Three quick ways to improve the value of your company
Many business owners are drawn into a sales process without decent preparation. A potential buyer knocks on the door and promises a knock-out offer and a smooth, exclusive process. Before you know it, you take off down a bumpy road. Does this sound familiar to you? Here’s what you can do when you find yourself on this less than ideal ride and want to improve the results of your deal.
Understanding a multi-offer process
Although a structured sales process with multiple buyers always offers a better selling price than a private one-on-one process, many business owners are still tempted by the private approach. Often initiated by a private equity firm or strategic buyer who seems to know your industry well, they promise to act fast, keep the process strictly confidential and offer a premium price. There are only a few credible reasons for entering into such private negotiations, one being that you are an experienced seller and know when you are offered a premium valuation. In the event that you don’t sell, nothing happens and you simply keep the asset in your portfolio if the offer price is lowered. The other is that your company has excellent reporting in place with monthly financials and KPIs and a realistic forward-looking budget so there is no need for extensive due diligence work.
There are also less credible reasons for entering into private negotiations, such as answering the questionnaire of the buyer’s advisors to save vendor due diligence costs, or wanting to save investment banking costs and time by not having to write a bid book or approaching multiple buyers at the same time. Nevertheless, if you do choose to enter into a private process, make sure you have exchanged the right key financials and other important information, met several members of the buyer’s team and received a non-binding cash and debt-free offer (the Enterprise Value). You might be at the start of lengthy exclusive negotiations and due diligence efforts that reveal the non-perfect parts of your business. Now it's important that you stay in control and perhaps even improve your proceeds from here.
A buyer never offers his final price during the first round of negotiations. There is always a bandwidth of at least 5—10% to improveMaarten Wolleswinkel, Oaklins
Negotiate like a pro
While the offer may look good on paper and you don’t want to scare off the buyer, you also want to maximize the proceeds from a potential transaction. When this happens, you can use a combination of three strategies to improve an offer:
- Reject the offer and ask for more
- Optimize the transaction structure
- Clean your balance sheet
Reject the offer and ask for more
After 400 deals, we can guarantee you that a buyer never offers his final price during the first round of negotiations, especially in a private negotiation setting with no competing bidders. There is always a bandwidth of at least 5—10% to improve. There are a few ways you can negotiate a higher price. You can make the valuation discussion more objective or neutral by sharing information about higher valuations/multiples being paid for similar companies or similarly-quoted companies. Another strategy is to calculate the potential synergies of the deal and ask for your share of it (e.g. 50%). Alternatively, you can share “new” facts about your company that justify a higher valuation, such as large contracts being signed, recent performance above budget, etc.

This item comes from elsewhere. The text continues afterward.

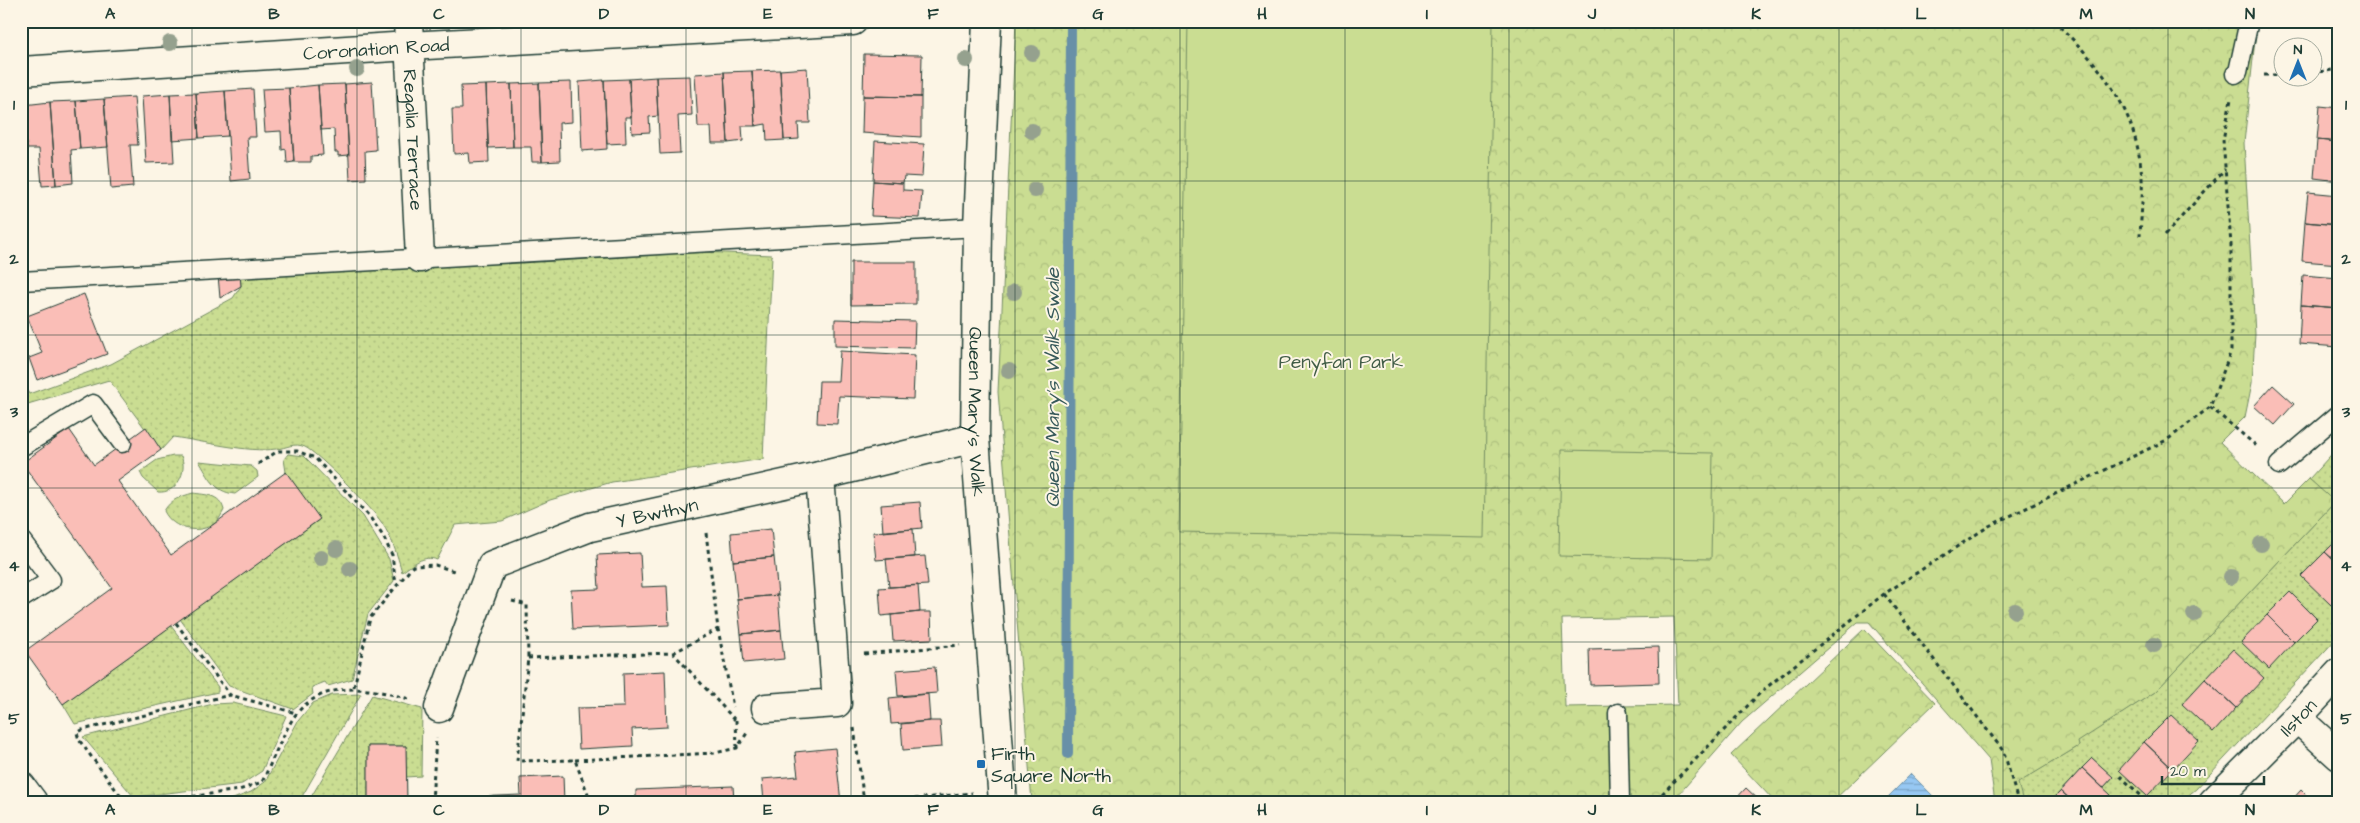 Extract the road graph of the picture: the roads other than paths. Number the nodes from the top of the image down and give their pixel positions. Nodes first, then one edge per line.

Optimize the transaction structure
Most sellers do not realize that experienced bidders have a wealth of tools to reduce the price without changing the wording. You get offered a “cash and debt-free” Enterprise Value instead of a price for your shares. There are also a few other ways to defend the price for your shares and put yourself in a better position. In a letter of intent or term sheet you can define how the Enterprise Value leads to the Equity Value. Based on the intended takeover balance sheet, agree to the following:
- All cash will be added to the price for the shares (it is not trapped cash)
- From the takeover date until closing (when you get the money) you get paid additional interest that is similar to the cash that will be generated in this period
- Only interest-bearing debt will be deducted and not debt-like items like leases, holiday provisions and working capital adjustments
Another line of defense is to define in the letter of intent exactly which assumptions and what information form the basis on which the offer has been made and carefully evaluate if these assumptions could raise problems at a later phase when they prove to be overly-optimistic or even invalid. Last but not least, share the “bad things” before an offer is final and reduce the risk of renegotiation based on skeletons in the closet.
Clean your balance sheet
Many companies have so-called non-operational assets. These assets are often not valued in a takeover bid since most offers are cash flow-based or based on a multiple on recurring earnings before interest, tax and depreciation & amortization (EBITDA). The best way to create quick wins that immediately increase your proceeds is to exclude non-operating assets from the deal, unless a buyer is willing to pay extra for them. Typical non-operating assets are:
- A plot of land that could be used for future growth
- Loans that have been granted to related companies (buy them from the business that you sell and add the cash to your cash-free proceeds)
- Holiday homes (for brainstorming meetings) and boats (for inviting clients) :)
- Participations in other unrelated businesses
As the buyer’s toolbox to renegotiate an offer is extensive, a short exclusivity period is very important. Make sure that you agree ambitious timelines for due diligence work and that you get a weekly update from the buyer. This should confirm that up until that moment, he is not aware of any facts or circumstances that could materially impact the agreed value of the deal. In the end, this will help you to get a better deal.